En l’affaire Paulescu c. Roumanie,
La Cour européenne des droits de l’homme (quatrième section), siégeant en un comité composé de :
Yonko Grozev, président,
Iulia Antoanella Motoc,
Pere Pastor Vilanova, juges,
et de Crina Kaufman, greffière adjointe de section f.f.,
Vu la requête (no 21700/15) contre la Roumanie et dont deux ressortissants de cet État Mme Valeria Paulescu et M. Ioan Paulescu (« les requérants ») nés en 1940 et 1927 et résidant à Bucarest, représentés par Me D. Dragomir, avocate à Bucarest, ont saisi la Cour le 23 avril 2015 en vertu de l’article 34 de la Convention de sauvegarde des droits de l’homme et des libertés fondamentales (« la Convention »). À la suite du décès du second requérant, le 14 décembre 2019, la fille de celui-ci, Mme Paulescu Brânduşa-Florenţa a exprimé, le 22 avril 2021, le souhait de continuer l’instance. Pour des raisons d’ordre pratique, le présent arrêt continuera d’appeler Mme Valeria Paulescu et M. Ioan Paulescu « les requérants » bien qu’il faille aujourd’hui attribuer cette qualité à Mme Valeria Paulescu et Mme Paulescu Brânduşa-Florenţa (voir, mutatis mutandis, Dalban c. Roumanie [GC], no 28114/95, § 1, CEDH 1999-VI).

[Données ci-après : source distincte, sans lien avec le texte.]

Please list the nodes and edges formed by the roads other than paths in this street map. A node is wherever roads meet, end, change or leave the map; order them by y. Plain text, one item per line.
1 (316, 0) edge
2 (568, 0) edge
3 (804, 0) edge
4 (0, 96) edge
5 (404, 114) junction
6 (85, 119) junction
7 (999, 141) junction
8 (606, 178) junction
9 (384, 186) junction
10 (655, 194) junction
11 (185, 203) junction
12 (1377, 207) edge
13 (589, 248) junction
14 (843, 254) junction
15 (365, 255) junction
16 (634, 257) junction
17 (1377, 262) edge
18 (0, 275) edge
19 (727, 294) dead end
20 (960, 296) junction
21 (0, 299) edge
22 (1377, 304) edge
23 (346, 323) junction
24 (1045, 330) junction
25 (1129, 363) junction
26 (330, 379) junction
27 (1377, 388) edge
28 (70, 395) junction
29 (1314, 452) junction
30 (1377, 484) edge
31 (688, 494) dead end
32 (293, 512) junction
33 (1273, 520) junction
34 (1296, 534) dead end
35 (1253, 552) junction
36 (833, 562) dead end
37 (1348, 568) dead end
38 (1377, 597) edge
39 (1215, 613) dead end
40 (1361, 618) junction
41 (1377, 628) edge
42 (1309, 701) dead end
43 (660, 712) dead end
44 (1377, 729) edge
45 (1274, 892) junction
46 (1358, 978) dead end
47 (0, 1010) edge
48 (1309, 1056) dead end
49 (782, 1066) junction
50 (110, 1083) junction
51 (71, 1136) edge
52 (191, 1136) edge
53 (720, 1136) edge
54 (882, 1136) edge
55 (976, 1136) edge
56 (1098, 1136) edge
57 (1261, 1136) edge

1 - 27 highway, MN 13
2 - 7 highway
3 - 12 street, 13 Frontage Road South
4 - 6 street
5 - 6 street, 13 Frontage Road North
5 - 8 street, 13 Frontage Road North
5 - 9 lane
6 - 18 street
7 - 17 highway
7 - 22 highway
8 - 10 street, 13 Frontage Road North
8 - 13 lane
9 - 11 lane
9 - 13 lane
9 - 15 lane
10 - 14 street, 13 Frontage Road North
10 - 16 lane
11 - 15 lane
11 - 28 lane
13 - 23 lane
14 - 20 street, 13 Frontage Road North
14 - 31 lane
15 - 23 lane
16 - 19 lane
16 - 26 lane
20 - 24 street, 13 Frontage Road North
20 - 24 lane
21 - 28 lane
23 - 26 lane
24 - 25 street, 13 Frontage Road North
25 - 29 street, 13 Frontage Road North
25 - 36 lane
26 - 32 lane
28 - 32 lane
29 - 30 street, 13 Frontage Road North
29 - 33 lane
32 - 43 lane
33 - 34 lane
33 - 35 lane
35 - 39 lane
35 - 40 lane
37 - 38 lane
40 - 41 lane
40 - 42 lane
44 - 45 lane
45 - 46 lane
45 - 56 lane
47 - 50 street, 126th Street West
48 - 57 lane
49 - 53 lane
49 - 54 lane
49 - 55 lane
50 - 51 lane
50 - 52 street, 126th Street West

Vu la décision de porter les griefs concernant le défaut d’exécution par les autorités internes d’une décision définitive rendue en faveur des requérants, à la connaissance du gouvernement roumain (« le Gouvernement »), représenté par son agent, Mme O. Ezer, du ministère des Affaires étrangères, et de déclarer irrecevable la requête pour le surplus,
Vu les observations des parties,
Après en avoir délibéré en chambre du conseil le 14 juin 2022,
Rend l’arrêt que voici, adopté à cette date :
OBJET DE L’AFFAIRE
1. Par un arrêt définitif du 23 mai 2003, la cour d’appel de Bucarest condamna la mairie de Bucarest et l’entreprise publique qui administrait le patrimoine immobilier locatif de la collectivité à rembourser aux requérants le prix payé en 1996, soit 29 783 085 lei roumains (ROL), pour l’achat d’un appartement nationalisé que les requérants avaient ensuite dû restituer aux anciens propriétaires. La cour d’appel jugea que la somme susmentionnée devait être actualisée selon le taux d’inflation depuis 1996 et jusqu’à la date du remboursement de ladite somme.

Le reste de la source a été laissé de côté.